State Sen. Andrew Zwicker (D-South Brunswick), a sponsor of the bill, told NJ.com “it is not a coincidence” that books highlighting race, racial diversity, racism, and LGBTQ themes are those most heavily targeted by book-banning efforts.
“These bans are a deliberate effort to erase voices and perspectives that challenge the status quo, often under the guise of protecting children from discomfort,” Zwicker said. “[This bill] affirms a simple but powerful principle: You have the freedom to choose what you want to read. Parents have the right to decide what their children reads. But no one in New Jersey will be allowed to make that choice for you.”
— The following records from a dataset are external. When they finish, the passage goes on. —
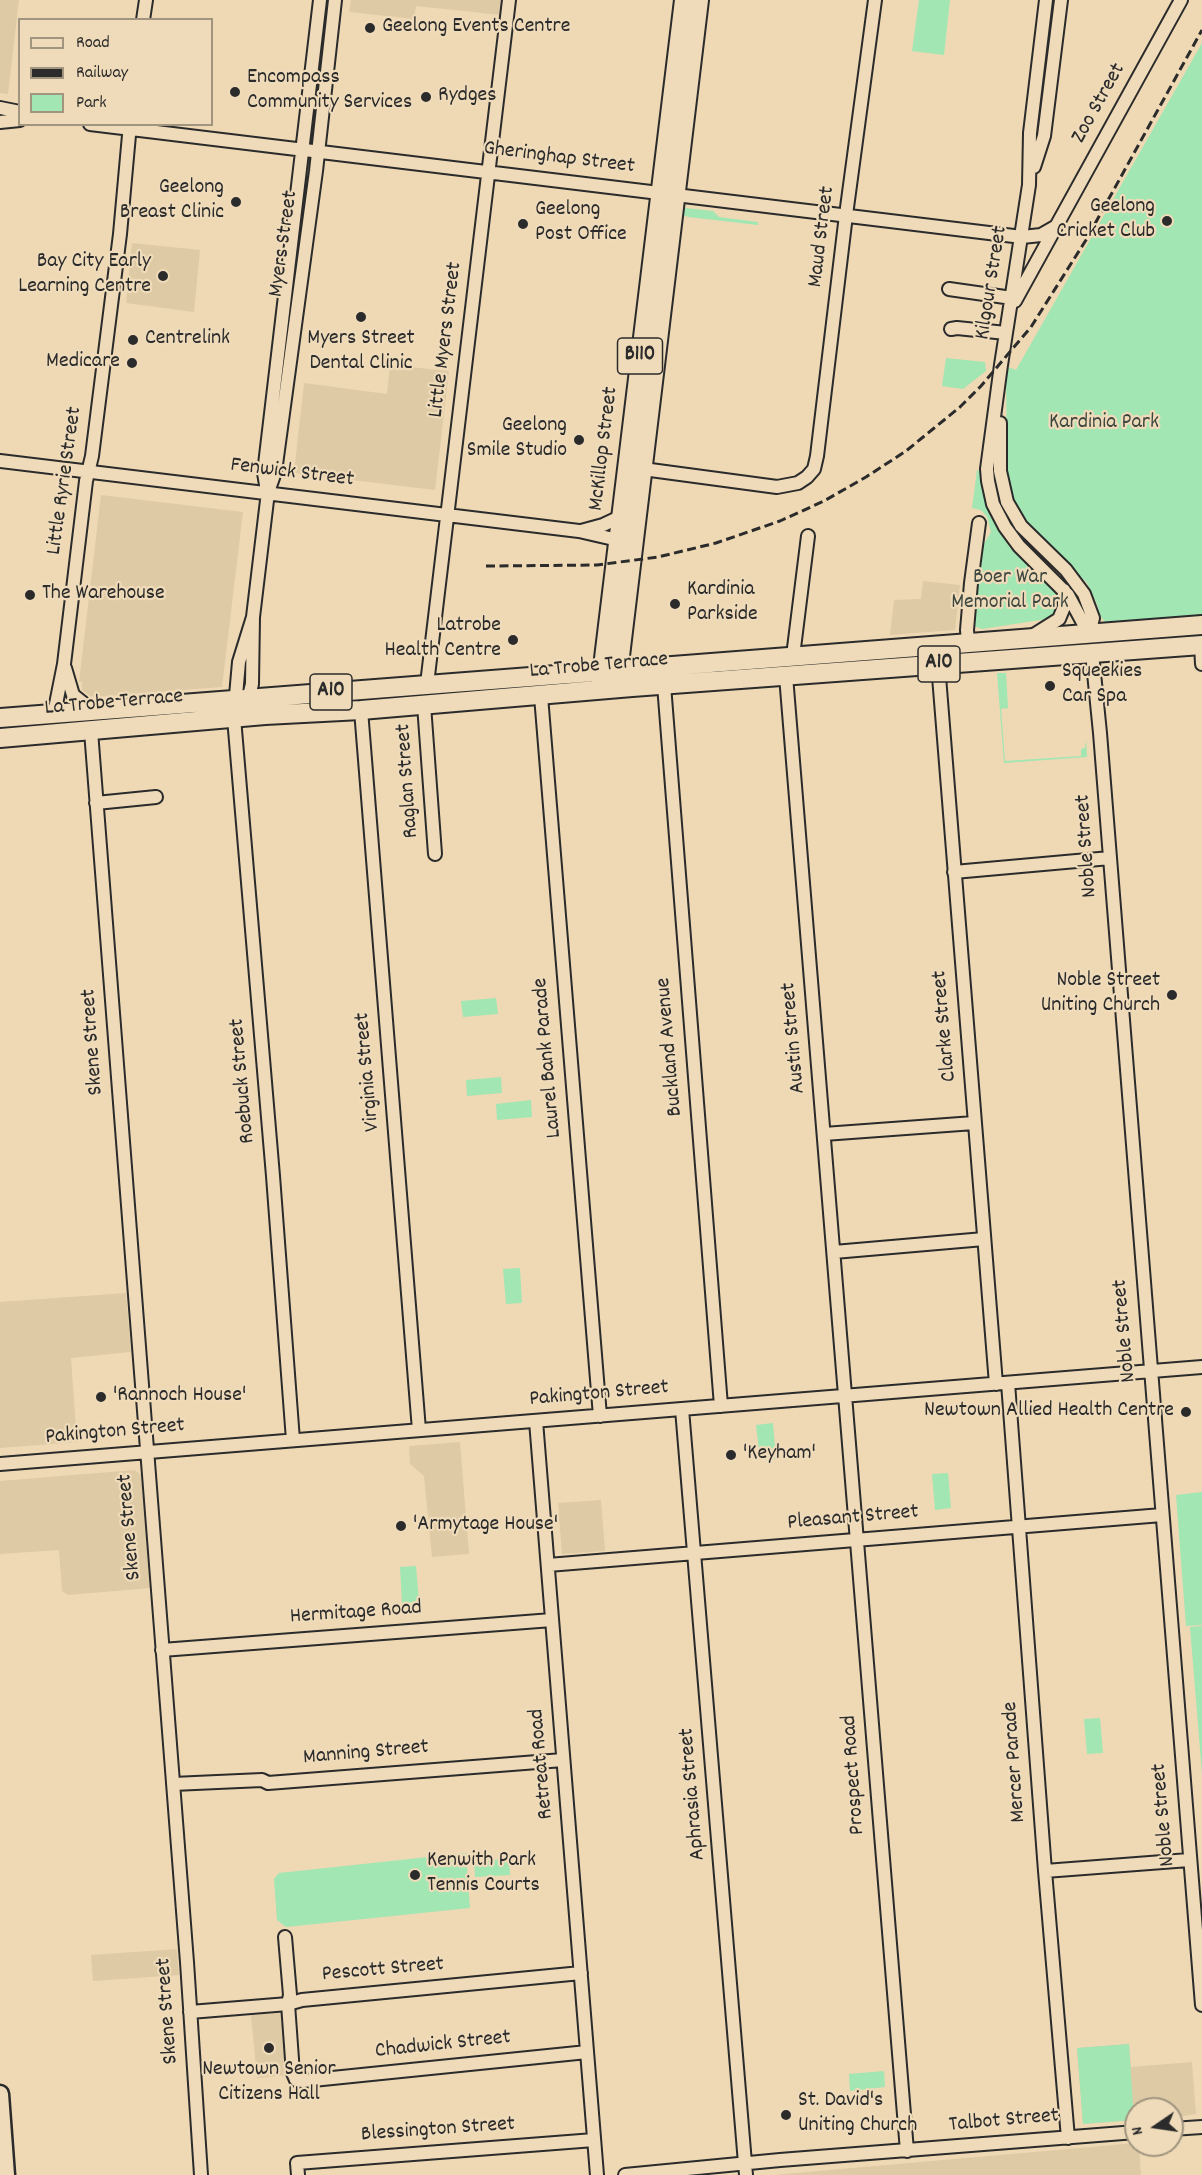 <!DOCTYPE html>
<html>
<head>
<meta charset="utf-8">
<style>
  body { margin:0 }
  #map { position:relative; width:1202px; height:2175px; overflow:hidden; background:#eed9b4; font-family:Dekko,sans-serif }
  canvas { display:block }
  .legend { position:absolute; left:18px; top:18px; width:195px; height:108px; box-sizing:border-box; background:#efdbb9; border:2px solid #a19580; margin:0; padding:8px 10px; list-style:none; font-size:18px; color:#2b2b2b }
  .legend li { display:flex; align-items:center; gap:12px; height:30px }
  .legend b { width:30px; border:2px solid #a19580 }
  .north { position:absolute; left:1124px; top:2097px; width:60px; height:60px; box-sizing:border-box; background:#efdbb9; border:2px solid #a19580; border-radius:50%; rotate:257deg; font-size:16px; font-weight:700; line-height:24px; text-align:center; color:#2b2b2b }
  .north::after { content:''; display:block; margin:auto; width:21px; height:27px; background:#2b2b2b; clip-path:polygon(50% 0,100% 100%,50% 72%,0 100%) }
</style>
</head>
<body>
<div id="map">
<canvas width="1202" height="2175"></canvas>
<ul class="legend">
<li><b style="height:8px;background:#efdbb9"></b>Road</li>
<li><b style="height:8px;background:#2b2b2b"></b>Railway</li>
<li><b style="height:16px;background:#a1e6b3"></b>Park</li>
</ul>
<div class="north">N</div>
</div>
<script>
const ctx = document.querySelector('canvas').getContext('2d');
ctx.lineJoin = 'round';
function fillPath(path, color) { ctx.fillStyle = color; ctx.fill(path, 'evenodd'); }
const toPath = rows => new Path2D(rows.map(r => 'M' + r).join(''));
function stroke(path, color, width, dash) { ctx.strokeStyle = color; ctx.lineWidth = width; ctx.lineCap = dash ? 'butt' : 'round'; ctx.setLineDash(dash || []); ctx.stroke(path); }
function write(font, color, halo, rows, align = 'center') {
  ctx.font = font + ' Dekko,sans-serif'; ctx.lineWidth = 4.5; ctx.setLineDash([]); ctx.textBaseline = 'middle'; ctx.strokeStyle = halo; ctx.fillStyle = color; for (const [text, x, y, turn = 0] of rows) {
    ctx.save(); ctx.translate(x, y); ctx.rotate((+turn || 0) * Math.PI / 180); ctx.textAlign = isNaN(turn) ? turn : align; if (halo) ctx.strokeText(text, 0, 0); ctx.fillText(text, 0, 0); ctx.restore();
  }
}
fillPath(toPath([
  [0,0,19,0,8,94,0,93],
  [351,0,503,0,501,15,416,6,414,19,349,12],
  [132,243,200,250,194,312,126,303],
  [390,365,449,371,435,490,294,473,304,383,387,394],
  [101,495,243,512,222,687,95,697,90,696,82,690,82,682,79,682],
  [923,581,960,585,955,630,890,635,894,600,921,599],
  [126,1293,131,1352,71,1358,77,1442,0,1448,0,1302],
  [460,1442,469,1554,432,1557,424,1476,410,1464,409,1446],
  [135,1470,141,1475,150,1588,68,1595,62,1591,59,1550,0,1554,0,1481],
  [601,1500,605,1551,562,1554,558,1503],
  [177,1949,179,1975,93,1981,91,1955],
  [281,2013,286,2075,257,2078,251,2015],
  [1129,2044,1131,2067,1192,2062,1196,2114,1172,2118,1172,2109,1136,2109,1136,2120,1083,2124,1077,2048],
  [1136,2143,1136,2145,1139,2145,1141,2175,773,2175]
]), '#decaa5');
fillPath(toPath([
  [919,0,950,0,944,55,912,51],
  [1202,43,1202,617,1107,624,1100,616,1097,604,1087,583,1025,521,1012,497,1007,475,1006,372,1008,367,1016,370],
  [686,208,713,211,719,217,758,222,758,225,688,217,683,215,684,209],
  [946,358,985,362,986,371,963,389,942,386],
  [977,470,981,472,985,498,991,515,1008,545,1046,581,1057,595,1059,603,1057,613,1054,612,1047,619,982,629,973,626,982,547,991,532,987,517,981,510,972,508],
  [997,673,1006,673,1008,708,1001,709,1005,761,1081,756,1081,749,1085,748,1086,740,1087,757,1004,763],
  [496,998,498,1014,463,1017,461,1001],
  [501,1077,502,1093,467,1096,466,1080],
  [531,1100,532,1117,497,1120,496,1104],
  [520,1268,522,1303,506,1304,503,1269],
  [773,1423,776,1459,760,1460,756,1425],
  [948,1473,951,1508,935,1510,932,1474],
  [1202,1492,1202,1625,1186,1626,1176,1495],
  [416,1566,419,1602,402,1603,400,1567],
  [1202,1626,1202,1774,1190,1627],
  [1100,1718,1103,1753,1087,1754,1084,1719],
  [466,1853,470,1908,286,1927,277,1920,274,1879,279,1873],
  [509,1859,510,1875,475,1877,474,1861],
  [1129,2044,1134,2120,1083,2124,1077,2048],
  [884,2071,885,2087,850,2091,849,2074]
]), '#a1e6b3');
const minor = toPath([
  [1046,0,1030,133,1029,185,1001,365,987,469,988,481,993,504,1005,527,1019,546,1068,595,1089,634],
  [143,20,146,0],
  [0,108,20,112],
  [0,122,20,120],
  [90,124,1022,237,1041,235,1055,227],
  [1034,167,1044,136,1061,0],
  [949,289,1012,298],
  [1015,301,1181,0],
  [951,329,957,328,1006,333],
  [1000,423,1000,471,1007,502,1021,526,1066,570,1084,594,1093,618,1089,634],
  [0,461,579,531,618,540],
  [643,469,777,487,798,483,807,477,814,469,817,456,846,215,875,0],
  [267,491,264,473,320,0],
  [581,531,603,525,620,517],
  [253,617,239,662,234,718,273,1176,293,1440],
  [1032,636,1059,619,1064,607,1064,590],
  [968,642,967,630,971,583,979,523],
  [1201,645,1202,664],
  [1092,653,1100,733,1202,2005],
  [793,656,808,536],
  [938,664,996,1384],
  [65,668,73,695,93,711],
  [786,676,907,2151],
  [427,684,509,0],
  [664,685,721,1406],
  [541,696,600,1416],
  [247,704,252,684,253,617,268,492,275,472,316,171,335,0],
  [424,705,435,854],
  [361,710,419,1430],
  [54,714,64,664,86,481,92,456,120,234,130,124],
  [91,731,187,1962,201,2175],
  [96,803,156,797],
  [954,872,1110,858],
  [824,1134,974,1123],
  [834,1252,984,1239],
  [1008,1383,1045,1871,1068,2138],
  [682,1409,746,2175],
  [536,1421,597,2175],
  [0,1464,1202,1367],
  [548,1565,1162,1515],
  [162,1650,552,1620],
  [173,1784,262,1780,268,1783,563,1760],
  [1045,1871,1189,1860],
  [285,1937,290,1995,288,2004,293,2073,296,2080,303,2081,587,2052],
  [190,2012,288,2004,302,2000,581,1973],
  [1172,2129,1202,2127],
  [298,2175,297,2163,594,2140],
  [625,2175,780,2160,1136,2132]
]);
const major = toPath([
  [0,2094,6,2175]
]);
const highway = toPath([
  [617,681,699,0],
  [601,683,684,0],
  [0,718,1202,625],
  [0,738,265,715,361,710,632,687,1202,645]
]);
stroke(minor, '#2b2b2b', 16);
stroke(major, '#2b2b2b', 21);
stroke(highway, '#2b2b2b', 22);
stroke(minor, '#efdbb9', 12);
stroke(major, '#efdbb9', 16);
stroke(highway, '#efdbb9', 18);
stroke(toPath([
  [486,566,597,565,658,557,716,543,780,521,824,501,866,477,906,451,960,407,981,386,1031,327,1086,240,1202,30]
]), '#2b2b2b', 3, [9, 4.5]);
for (const [x, y, r, color] of [
  [370,28,6,"#2b2b2b"],
  [235,92,6,"#2b2b2b"],
  [426,97,6,"#2b2b2b"],
  [236,202,6,"#2b2b2b"],
  [1167,221,6,"#2b2b2b"],
  [523,224,6,"#2b2b2b"],
  [163,276,6,"#2b2b2b"],
  [361,317,6,"#2b2b2b"],
  [133,340,6,"#2b2b2b"],
  [132,363,6,"#2b2b2b"],
  [579,440,6,"#2b2b2b"],
  [30,595,6,"#2b2b2b"],
  [675,604,6,"#2b2b2b"],
  [513,640,6,"#2b2b2b"],
  [1050,686,6,"#2b2b2b"],
  [1172,995,6,"#2b2b2b"],
  [101,1397,6,"#2b2b2b"],
  [1186,1412,6,"#2b2b2b"],
  [731,1455,6,"#2b2b2b"],
  [401,1526,6,"#2b2b2b"],
  [415,1875,6,"#2b2b2b"],
  [269,2048,6,"#2b2b2b"],
  [786,2115,6,"#2b2b2b"]
]) { const dot = new Path2D(); dot.arc(x, y, r, 0, 2 * Math.PI); ctx.fillStyle = color; ctx.fill(dot); stroke(dot, '#efdbb9', 2); }
for (const [x, y, w] of [
  [640,356,45],
  [939,664,42],
  [331,692,42]
]) { const box = new Path2D(); box.roundRect(x - w / 2, y - 18, w, 36, 4.5); ctx.fillStyle = '#efdbb9'; ctx.fill(box); stroke(box, '#2b2b2b', 1.5); }
write('bold 21px', '#2b2b2b', null, [
  ["B110",640,356],
  ["A10",939,664],
  ["A10",331,692]
]);
write('22px', '#2b2b2b', '#efdbb9', [
  ["Geelong Events Centre",382,28],
  ["Encompass",247,79],
  ["Community Services",247,104],
  ["Rydges",438,97],
  ["Geelong",224,189,"right"],
  ["Breast Clinic",224,214,"right"],
  ["Geelong",1155,208,"right"],
  ["Cricket Club",1155,233,"right"],
  ["Geelong",535,211],
  ["Post Office",535,236],
  ["Bay City Early",151,263,"right"],
  ["Learning Centre",151,288,"right"],
  ["Centrelink",145,340],
  ["Myers Street",361,340,"center"],
  ["Dental Clinic",361,365,"center"],
  ["Medicare",120,363,"right"],
  ["Geelong",567,427,"right"],
  ["Smile Studio",567,452,"right"],
  ["Kardinia",687,591],
  ["Parkside",687,616],
  ["The Warehouse",42,595],
  ["Latrobe",501,627,"right"],
  ["Health Centre",501,652,"right"],
  ["Squeekies",1062,673],
  ["Car Spa",1062,698],
  ["Noble Street",1160,982,"right"],
  ["Uniting Church",1160,1007,"right"],
  ["'Rannoch House'",113,1397],
  ["Newtown Allied Health Centre",1174,1412,"right"],
  ["'Keyham'",743,1455],
  ["'Armytage House'",413,1526],
  ["Kenwith Park",427,1862],
  ["Tennis Courts",427,1887],
  ["Newtown Senior",269,2071,"center"],
  ["Citizens Hall",269,2096,"center"],
  ["St. David's",798,2102],
  ["Uniting Church",798,2127]
], 'left');
write('22px', '#2b2b2b', '#efdbb9', [
  ["Zoo Street",1100,104,-61],
  ["Gheringhap Street",559,159,7],
  ["Maud Street",823,237,-83],
  ["Myers Street",285,244,-82],
  ["Kilgour Street",993,283,-81],
  ["Little Myers Street",447,340,-83],
  ["McKillop Street",605,449,-83],
  ["Fenwick Street",292,474,7],
  ["Little Ryrie Street",66,481,-82],
  ["La Trobe Terrace",599,667,-5],
  ["La Trobe Terrace",114,704,-5],
  ["Raglan Street",409,781,-94],
  ["Noble Street",1088,846,-94],
  ["Clarke Street",946,1026,-95],
  ["Austin Street",795,1038,-95],
  ["Skene Street",94,1042,-94],
  ["Buckland Avenue",671,1047,-95],
  ["Laurel Bank Parade",549,1058,-95],
  ["Virginia Street",369,1072,-95],
  ["Roebuck Street",244,1081,-95],
  ["Noble Street",1126,1331,-95],
  ["Pakington Street",599,1395,-5],
  ["Pakington Street",115,1433,-5],
  ["Pleasant Street",853,1519,-5],
  ["Skene Street",131,1527,-95],
  ["Hermitage Road",356,1614,-4],
  ["Manning Street",366,1754,-5],
  ["Mercer Parade",1016,1762,-94],
  ["Retreat Road",543,1764,-95],
  ["Prospect Road",855,1775,-94],
  ["Aphrasia Street",694,1794,-95],
  ["Noble Street",1165,1815,-95],
  ["Pescott Street",383,1971,-5],
  ["Skene Street",169,2011,-94],
  ["Chadwick Street",443,2046,-6],
  ["Talbot Street",1004,2122,-5],
  ["Blessington Street",438,2131,-4]
]);
write('22px', '#3d473f', '#efdbb9', [
  ["Kardinia Park",1104,424],
  ["Boer War",1010,579],
  ["Memorial Park",1010,604]
]);
</script>
</body>
</html>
Martha Hickson, a retired librarian who worked at the North Hunterdon-Voorhees Regional High School, spoke favorably of the immunity provision for librarians at the bill signing, pointing out that she had been targeted for fighting against efforts to ban books.
Hickson, the New Jersey Library Association’s 2023 Librarian of the Year, found herself attacked by parents and conservatives after objecting to the removal of five award-winning books with LGBTQ themes from the school library.
“I received hate mail, shunning by colleagues, antagonism by administrators, and calls for my firing and arrest,” she said during her remarks. She noted that parents at a school board meeting called her “a pedophile, pornographer, and groomer of children.”
She noted that LGBTQ students are harmed when books with characters who share their identities are called “disgusting, obscene, and depraved.”
“Students recognized that those insults were also intended for them,” Hickson said. “All of this has created a nationwide climate of fear.”